Understanding disorder and linker deficiency in porphyrinic zirconium-based metal–organic frameworks by resolving the Zr8O6 cluster conundrum in PCN-221

Porphyrin-based metal–organic frameworks (MOFs), exemplified by MOF-525, PCN-221, and PCN-224, are promising systems for catalysis, optoelectronics, and solar energy conversion. However, subtle differences between synthetic protocols for these three MOFs give rise to vast discrepancies in purported product outcomes and description of framework topologies.

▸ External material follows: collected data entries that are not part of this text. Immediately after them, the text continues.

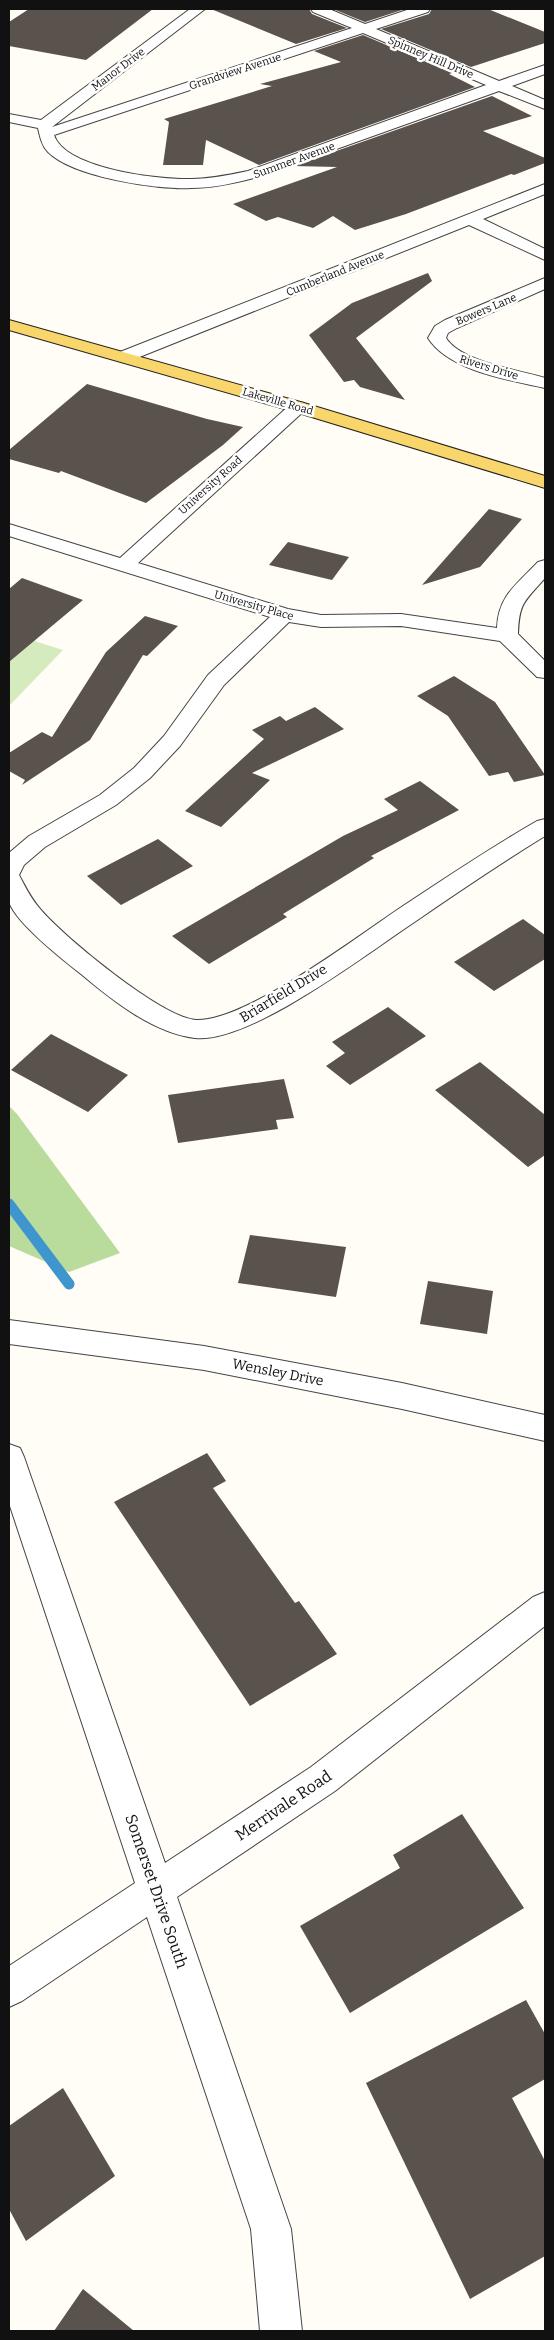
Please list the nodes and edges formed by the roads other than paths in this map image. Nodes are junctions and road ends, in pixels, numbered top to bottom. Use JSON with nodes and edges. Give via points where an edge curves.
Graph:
{"nodes":[{"id":1,"x":198,"y":9,"type":"edge"},
{"id":2,"x":318,"y":9,"type":"edge"},
{"id":3,"x":424,"y":9,"type":"edge"},
{"id":4,"x":364,"y":28,"type":"junction"},
{"id":5,"x":545,"y":68,"type":"edge"},
{"id":6,"x":499,"y":86,"type":"junction"},
{"id":7,"x":545,"y":105,"type":"edge"},
{"id":8,"x":9,"y":118,"type":"edge"},
{"id":9,"x":46,"y":129,"type":"junction"},
{"id":10,"x":545,"y":189,"type":"edge"},
{"id":11,"x":469,"y":219,"type":"junction"},
{"id":12,"x":545,"y":255,"type":"edge"},
{"id":13,"x":545,"y":283,"type":"edge"},
{"id":14,"x":9,"y":325,"type":"edge"},
{"id":15,"x":438,"y":343,"type":"joint"},
{"id":16,"x":126,"y":356,"type":"junction"},
{"id":17,"x":545,"y":383,"type":"edge"},
{"id":18,"x":298,"y":406,"type":"junction"},
{"id":19,"x":545,"y":482,"type":"edge"},
{"id":20,"x":9,"y":530,"type":"edge"},
{"id":21,"x":124,"y":566,"type":"junction"},
{"id":22,"x":545,"y":566,"type":"edge"},
{"id":23,"x":285,"y":615,"type":"junction"},
{"id":24,"x":507,"y":636,"type":"junction"},
{"id":25,"x":545,"y":672,"type":"edge"},
{"id":26,"x":545,"y":826,"type":"edge"},
{"id":27,"x":9,"y":872,"type":"edge"},
{"id":28,"x":9,"y":879,"type":"edge"},
{"id":29,"x":9,"y":1332,"type":"edge"},
{"id":30,"x":545,"y":1428,"type":"edge"},
{"id":31,"x":9,"y":1457,"type":"edge"},
{"id":32,"x":545,"y":1606,"type":"edge"},
{"id":33,"x":157,"y":1891,"type":"junction"},
{"id":34,"x":9,"y":1988,"type":"edge"},
{"id":35,"x":281,"y":2331,"type":"edge"}],
"edges":[{"from":1,"to":9,"type":"street","name":"Manor Drive"},
{"from":2,"to":4,"type":"street","name":"Spinney Hill Drive"},
{"from":3,"to":4,"type":"street","name":"Grandview Avenue"},
{"from":4,"to":6,"type":"street","name":"Spinney Hill Drive"},
{"from":4,"to":9,"type":"street","name":"Grandview Avenue"},
{"from":5,"to":6,"type":"street","name":"Summer Avenue"},
{"from":6,"to":7,"type":"street","name":"Spinney Hill Drive"},
{"from":6,"to":9,"type":"street","name":"Summer Avenue","via":[[253,174],[216,182],[164,183],[104,172],[72,160],[52,146]]},
{"from":8,"to":9,"type":"street"},
{"from":10,"to":11,"type":"street","name":"Cumberland Avenue"},
{"from":11,"to":12,"type":"street"},
{"from":11,"to":16,"type":"street","name":"Cumberland Avenue"},
{"from":13,"to":15,"type":"street","name":"Bowers Lane","via":[[451,324],[438,334]]},
{"from":14,"to":16,"type":"main road","name":"Lakeville Road"},
{"from":15,"to":17,"type":"street","name":"Rivers Drive","via":[[458,357]]},
{"from":16,"to":18,"type":"main road","name":"Lakeville Road"},
{"from":18,"to":19,"type":"main road","name":"Lakeville Road"},
{"from":18,"to":21,"type":"street","name":"University Road"},
{"from":20,"to":21,"type":"street","name":"University Place"},
{"from":21,"to":23,"type":"street","name":"University Place"},
{"from":22,"to":24,"type":"street","via":[[513,601],[508,612]]},
{"from":23,"to":24,"type":"street","name":"University Place","via":[[321,621],[401,620]]},
{"from":23,"to":27,"type":"street","via":[[215,681],[171,742],[133,781],[98,807],[26,850],[14,860]]},
{"from":24,"to":25,"type":"street"},
{"from":26,"to":28,"type":"street","name":"Briarfield Drive","via":[[294,989],[237,1021],[208,1029],[195,1029],[167,1020],[100,976],[29,912]]},
{"from":29,"to":30,"type":"street","name":"Wensley Drive","via":[[204,1358],[402,1396]]},
{"from":31,"to":33,"type":"street","name":"Somerset Drive South"},
{"from":32,"to":33,"type":"street","name":"Merrivale Road","via":[[323,1779]]},
{"from":33,"to":34,"type":"street","name":"Merrivale Road"},
{"from":33,"to":35,"type":"street","name":"Somerset Drive South","via":[[271,2229]]}]}
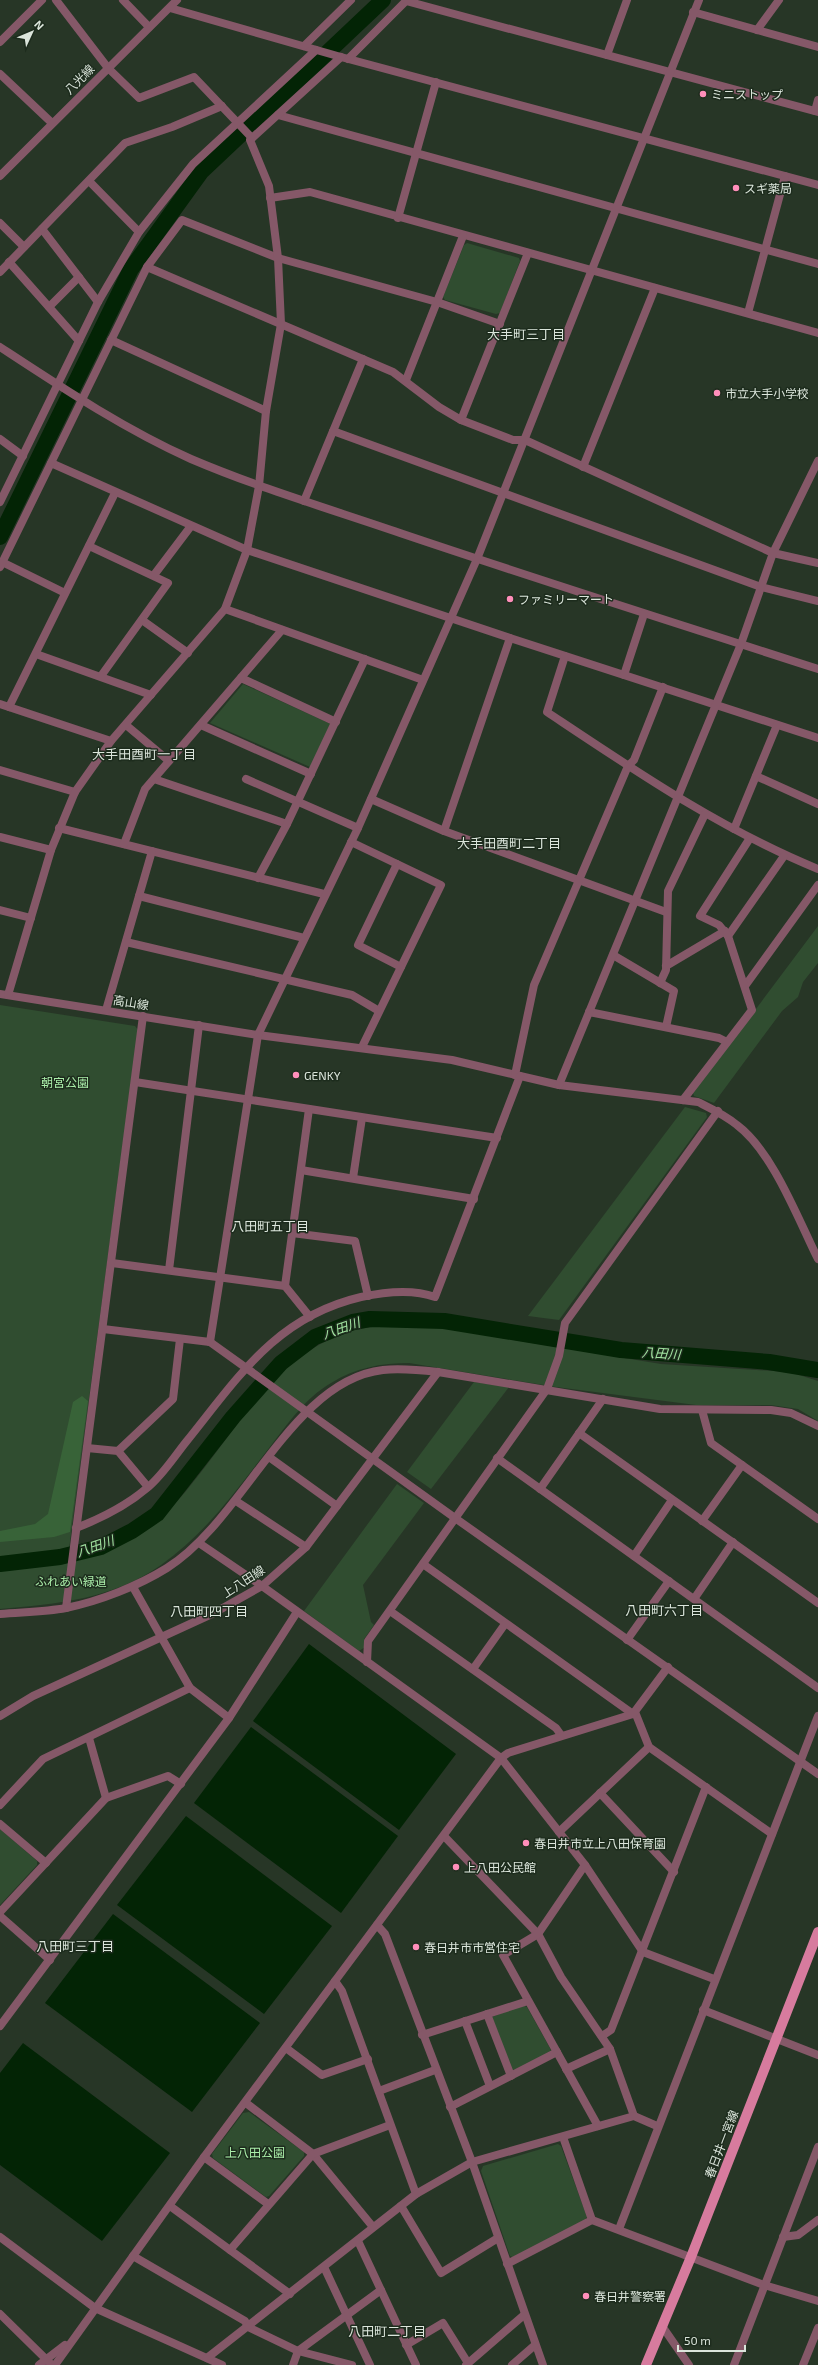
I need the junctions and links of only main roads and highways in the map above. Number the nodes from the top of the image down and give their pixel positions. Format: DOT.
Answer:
graph roads {
  1 [pos="818,1932"];
  2 [pos="646,2365"];
  1 -- 2 [label="main road, 春日井一宮線"];
}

Here, based on a comprehensive synthetic and structural analysis spanning local and long-range length scales, we show that PCN-221 consists of Zr 6 O 4 (OH) 4 clusters in four distinct orientations within the unit cell, rather than Zr 8 O 6 clusters as originally published, and linker vacancies at levels of around 50%, which may form in a locally correlated manner. We propose disordered PCN-224 ( d PCN-224) as a unified model to understand PCN-221, MOF-525, and PCN-224 by varying the degree of orientational cluster disorder, linker conformation and vacancies, and cluster–linker binding. Our work thus introduces a new perspective on network topology and disorder in Zr-MOFs and pinpoints the structural variables that direct their functional properties. Zirconium-based metal–organic frameworks have defective structures that are useful in catalysis and gas storage. Here, the authors study the interplay between cluster disorder and linker vacancies in PCN-221 and propose a new structure model with tilted Zr 6 O 4 (OH) 4 clusters rather than Zr 8 O 6 clusters.